** Stored data entries **
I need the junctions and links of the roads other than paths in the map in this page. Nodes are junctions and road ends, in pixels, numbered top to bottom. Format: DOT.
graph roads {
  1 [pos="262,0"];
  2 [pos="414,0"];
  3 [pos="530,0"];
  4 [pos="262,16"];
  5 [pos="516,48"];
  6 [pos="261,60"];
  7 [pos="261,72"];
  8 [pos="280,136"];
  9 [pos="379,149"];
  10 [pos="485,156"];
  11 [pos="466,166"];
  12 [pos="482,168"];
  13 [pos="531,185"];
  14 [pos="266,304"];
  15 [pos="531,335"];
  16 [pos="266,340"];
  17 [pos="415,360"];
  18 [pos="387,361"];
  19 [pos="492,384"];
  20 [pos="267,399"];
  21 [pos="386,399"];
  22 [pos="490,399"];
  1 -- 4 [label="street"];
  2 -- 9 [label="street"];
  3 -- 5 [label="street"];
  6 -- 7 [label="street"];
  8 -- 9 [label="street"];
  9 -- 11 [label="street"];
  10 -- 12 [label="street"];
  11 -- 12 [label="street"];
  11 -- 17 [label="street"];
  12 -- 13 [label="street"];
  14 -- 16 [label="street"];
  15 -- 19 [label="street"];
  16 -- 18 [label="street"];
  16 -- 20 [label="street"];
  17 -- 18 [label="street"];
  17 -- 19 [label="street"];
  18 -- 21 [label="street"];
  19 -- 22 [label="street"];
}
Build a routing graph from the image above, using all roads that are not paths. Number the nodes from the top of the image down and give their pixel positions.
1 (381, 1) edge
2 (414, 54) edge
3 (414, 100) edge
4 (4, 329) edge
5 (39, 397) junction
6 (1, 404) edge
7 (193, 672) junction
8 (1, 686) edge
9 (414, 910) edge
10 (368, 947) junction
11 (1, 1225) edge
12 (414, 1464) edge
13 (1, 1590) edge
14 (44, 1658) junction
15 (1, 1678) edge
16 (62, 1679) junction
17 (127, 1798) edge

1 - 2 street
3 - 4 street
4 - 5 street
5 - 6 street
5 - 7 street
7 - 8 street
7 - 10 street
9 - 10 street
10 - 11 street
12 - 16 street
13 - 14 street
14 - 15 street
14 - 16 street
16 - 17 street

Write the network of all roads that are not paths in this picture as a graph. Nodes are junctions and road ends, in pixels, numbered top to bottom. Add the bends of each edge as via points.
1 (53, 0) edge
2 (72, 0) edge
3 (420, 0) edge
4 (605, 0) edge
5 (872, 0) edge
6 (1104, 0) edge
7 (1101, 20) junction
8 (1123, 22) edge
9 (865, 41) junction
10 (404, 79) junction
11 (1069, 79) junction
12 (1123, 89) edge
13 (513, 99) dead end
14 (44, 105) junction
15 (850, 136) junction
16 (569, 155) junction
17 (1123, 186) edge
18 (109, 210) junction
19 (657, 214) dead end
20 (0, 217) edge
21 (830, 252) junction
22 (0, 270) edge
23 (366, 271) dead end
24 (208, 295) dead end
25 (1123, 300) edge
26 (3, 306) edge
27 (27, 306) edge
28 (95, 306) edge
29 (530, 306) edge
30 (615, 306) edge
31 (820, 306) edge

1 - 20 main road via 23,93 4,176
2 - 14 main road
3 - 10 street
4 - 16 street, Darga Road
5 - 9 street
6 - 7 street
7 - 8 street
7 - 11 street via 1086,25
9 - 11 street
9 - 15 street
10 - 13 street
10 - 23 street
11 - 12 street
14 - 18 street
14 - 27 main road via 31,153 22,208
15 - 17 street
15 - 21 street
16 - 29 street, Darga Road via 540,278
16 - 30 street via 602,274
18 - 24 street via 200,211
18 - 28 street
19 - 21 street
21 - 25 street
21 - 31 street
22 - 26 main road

** Work task **
Copy the data exactly as it was presented.

** Exercise result **
I need the junctions and links of the roads other than paths in the map in this page. Nodes are junctions and road ends, in pixels, numbered top to bottom. Format: DOT.
graph roads {
  1 [pos="262,0"];
  2 [pos="414,0"];
  3 [pos="530,0"];
  4 [pos="262,16"];
  5 [pos="516,48"];
  6 [pos="261,60"];
  7 [pos="261,72"];
  8 [pos="280,136"];
  9 [pos="379,149"];
  10 [pos="485,156"];
  11 [pos="466,166"];
  12 [pos="482,168"];
  13 [pos="531,185"];
  14 [pos="266,304"];
  15 [pos="531,335"];
  16 [pos="266,340"];
  17 [pos="415,360"];
  18 [pos="387,361"];
  19 [pos="492,384"];
  20 [pos="267,399"];
  21 [pos="386,399"];
  22 [pos="490,399"];
  1 -- 4 [label="street"];
  2 -- 9 [label="street"];
  3 -- 5 [label="street"];
  6 -- 7 [label="street"];
  8 -- 9 [label="street"];
  9 -- 11 [label="street"];
  10 -- 12 [label="street"];
  11 -- 12 [label="street"];
  11 -- 17 [label="street"];
  12 -- 13 [label="street"];
  14 -- 16 [label="street"];
  15 -- 19 [label="street"];
  16 -- 18 [label="street"];
  16 -- 20 [label="street"];
  17 -- 18 [label="street"];
  17 -- 19 [label="street"];
  18 -- 21 [label="street"];
  19 -- 22 [label="street"];
}
Build a routing graph from the image above, using all roads that are not paths. Number the nodes from the top of the image down and give their pixel positions.
1 (381, 1) edge
2 (414, 54) edge
3 (414, 100) edge
4 (4, 329) edge
5 (39, 397) junction
6 (1, 404) edge
7 (193, 672) junction
8 (1, 686) edge
9 (414, 910) edge
10 (368, 947) junction
11 (1, 1225) edge
12 (414, 1464) edge
13 (1, 1590) edge
14 (44, 1658) junction
15 (1, 1678) edge
16 (62, 1679) junction
17 (127, 1798) edge

1 - 2 street
3 - 4 street
4 - 5 street
5 - 6 street
5 - 7 street
7 - 8 street
7 - 10 street
9 - 10 street
10 - 11 street
12 - 16 street
13 - 14 street
14 - 15 street
14 - 16 street
16 - 17 street

Write the network of all roads that are not paths in this picture as a graph. Nodes are junctions and road ends, in pixels, numbered top to bottom. Add the bends of each edge as via points.
1 (53, 0) edge
2 (72, 0) edge
3 (420, 0) edge
4 (605, 0) edge
5 (872, 0) edge
6 (1104, 0) edge
7 (1101, 20) junction
8 (1123, 22) edge
9 (865, 41) junction
10 (404, 79) junction
11 (1069, 79) junction
12 (1123, 89) edge
13 (513, 99) dead end
14 (44, 105) junction
15 (850, 136) junction
16 (569, 155) junction
17 (1123, 186) edge
18 (109, 210) junction
19 (657, 214) dead end
20 (0, 217) edge
21 (830, 252) junction
22 (0, 270) edge
23 (366, 271) dead end
24 (208, 295) dead end
25 (1123, 300) edge
26 (3, 306) edge
27 (27, 306) edge
28 (95, 306) edge
29 (530, 306) edge
30 (615, 306) edge
31 (820, 306) edge

1 - 20 main road via 23,93 4,176
2 - 14 main road
3 - 10 street
4 - 16 street, Darga Road
5 - 9 street
6 - 7 street
7 - 8 street
7 - 11 street via 1086,25
9 - 11 street
9 - 15 street
10 - 13 street
10 - 23 street
11 - 12 street
14 - 18 street
14 - 27 main road via 31,153 22,208
15 - 17 street
15 - 21 street
16 - 29 street, Darga Road via 540,278
16 - 30 street via 602,274
18 - 24 street via 200,211
18 - 28 street
19 - 21 street
21 - 25 street
21 - 31 street
22 - 26 main road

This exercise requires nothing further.